- Born: Gujrat, Punjab, Pakistan
- Education: University of Balochistan
- Occupations: former Civil servant, Advocate High court; drama writer; poet; columnist; anchorperson;

YouTube information
- Channel: Orya Maqbool Jan;
- Years active: 2018–present
- Subscribers: 1.19 million
- Views: 178 million
- Website: Archived website

= Orya Maqbool Jan =

Pakistani journalist

Orya Maqbool Jan (اوریا مقبول جان) is a Pakistani columnist, anchor, poet, playwright and former civil servant.

He used to appear as an analyst on Neo News television show Harf-e-Raaz.

==Personal life==

During an interview, Orya Maqbool Jan revealed that he had a love-marriage with a student at the college where he used to teach.

On 13 May 2023, he was arrested from his house in a crackdown on PTI leaders and their supporters.

== Professional career ==
Orya Maqbool Jan, a former civil servant who retied in BPS-21 grade, has had different postings in fields such as teaching, policy-making and administration, including being the Information Secretary to the Punjab Government.

==Controversies==
In 2018, following Mehmood-ur-Rasheed suggestion of Jan as PTI's candidate for the post of Punjab caretaker chief minister, social media users criticized the party for considering Jan due to his controversial reputation.

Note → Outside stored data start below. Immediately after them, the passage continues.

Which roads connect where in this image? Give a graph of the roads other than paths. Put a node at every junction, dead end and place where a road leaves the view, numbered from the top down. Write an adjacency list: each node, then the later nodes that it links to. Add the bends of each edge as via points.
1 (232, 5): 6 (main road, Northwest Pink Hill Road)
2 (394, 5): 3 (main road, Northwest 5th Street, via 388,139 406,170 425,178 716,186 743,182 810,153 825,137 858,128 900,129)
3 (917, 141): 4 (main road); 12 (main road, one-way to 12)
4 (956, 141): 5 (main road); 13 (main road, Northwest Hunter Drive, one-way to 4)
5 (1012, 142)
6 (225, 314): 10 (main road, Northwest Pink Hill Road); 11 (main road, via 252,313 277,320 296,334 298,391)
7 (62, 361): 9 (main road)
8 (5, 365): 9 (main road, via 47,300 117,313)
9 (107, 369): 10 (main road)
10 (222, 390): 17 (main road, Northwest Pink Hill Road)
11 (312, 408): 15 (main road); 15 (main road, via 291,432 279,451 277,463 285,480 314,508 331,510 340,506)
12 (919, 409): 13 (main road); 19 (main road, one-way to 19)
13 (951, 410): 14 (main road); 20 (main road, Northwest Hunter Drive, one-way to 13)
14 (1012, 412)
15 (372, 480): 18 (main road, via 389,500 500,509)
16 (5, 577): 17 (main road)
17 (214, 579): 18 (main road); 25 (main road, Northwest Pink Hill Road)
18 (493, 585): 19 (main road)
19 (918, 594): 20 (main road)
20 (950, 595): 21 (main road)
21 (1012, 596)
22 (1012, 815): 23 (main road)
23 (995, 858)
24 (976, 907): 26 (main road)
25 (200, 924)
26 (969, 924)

Subsequently, PTI spokesperson Fawad Chaudhry acknowledged that Jan's name had been brought up for discussion but later retracted the suggestion, ultimately dropping Jan from consideration for the position.

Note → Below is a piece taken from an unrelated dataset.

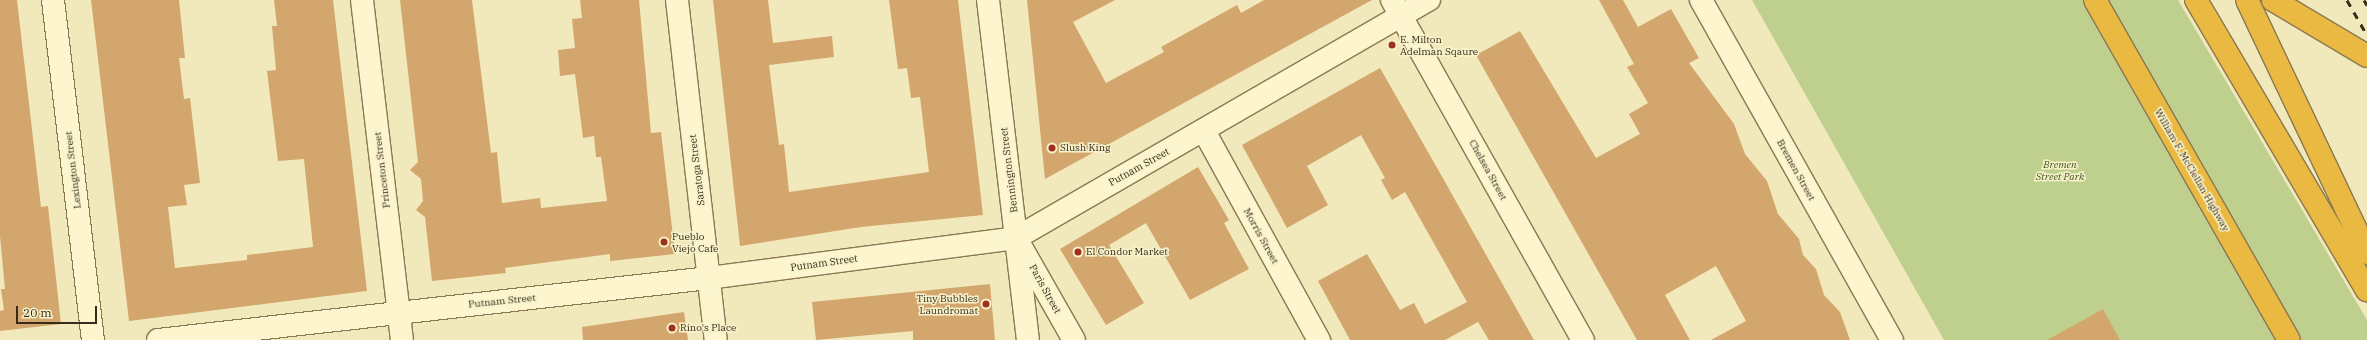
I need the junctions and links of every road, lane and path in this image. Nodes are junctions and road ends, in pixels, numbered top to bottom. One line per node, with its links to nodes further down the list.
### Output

In 2018, his visa application to Norway was rejected due to his negative comments regarding the Ahmadiyya and Jewish communities.

While serving as a deputy commissioner in Balochistan, Jan was noted for his favorable portrayal of the Taliban.

In 2019, PEMRA imposed a 30-day ban on the airing of "Harf-i-Raaz" a program hosted by Jan on Neo TV, citing rule violations. Reports indicate that during the program, Jan made derogatory remarks about Pakhtuns and engaged in a conversation with a spokesperson for the Afghan Taliban, seeking their perspectives on Pakistan's domestic and foreign policies.

In 2021, reports emerged indicating that Jan was among the beneficiaries who received residential plots in Islamabad's F-14 and F-15 sectors. The Islamabad High Court expressed regret over the allotment of plots at subsidized rates, citing a potential loss of Rs1 trillion to the public exchequer.

He was known for frequently criticizing the Aurat March movement, suggesting that he believes the movement poses a threat to Islamic society.

In August 2024, he was detained by the Federal Investigation Agency in Lahore for making social media posts related to the Mubarak Sani case. He was arrested on allegations of hate speech and for allegedly making derogatory comments about state institutions.

==Books==
Some of his publications include:
- Ḥarf-i Rāz, Lahore : Sang-e-Meel Publications, 2005–2013, 1616 p. (in 5 volumes). Essays on deteriorating political conditions in Pakistan.
- Qāmat : Shāʻirī, Lahore : Sang-e-Meel Publications, 2011, 144 p. Urdu poetry.
- Mujhe Hai Hukm-i Az̲ān̲ : Z̤arb-i-Muʼmin Shāʼiʻ Hone Vāle Kālam, Lahore : Ilm-o-Irfan Publishers, 2012, 336 p. Author's collected columns on various international political issues, published in weekly Z̤arb-i muʼmin Karachi during 2004–06.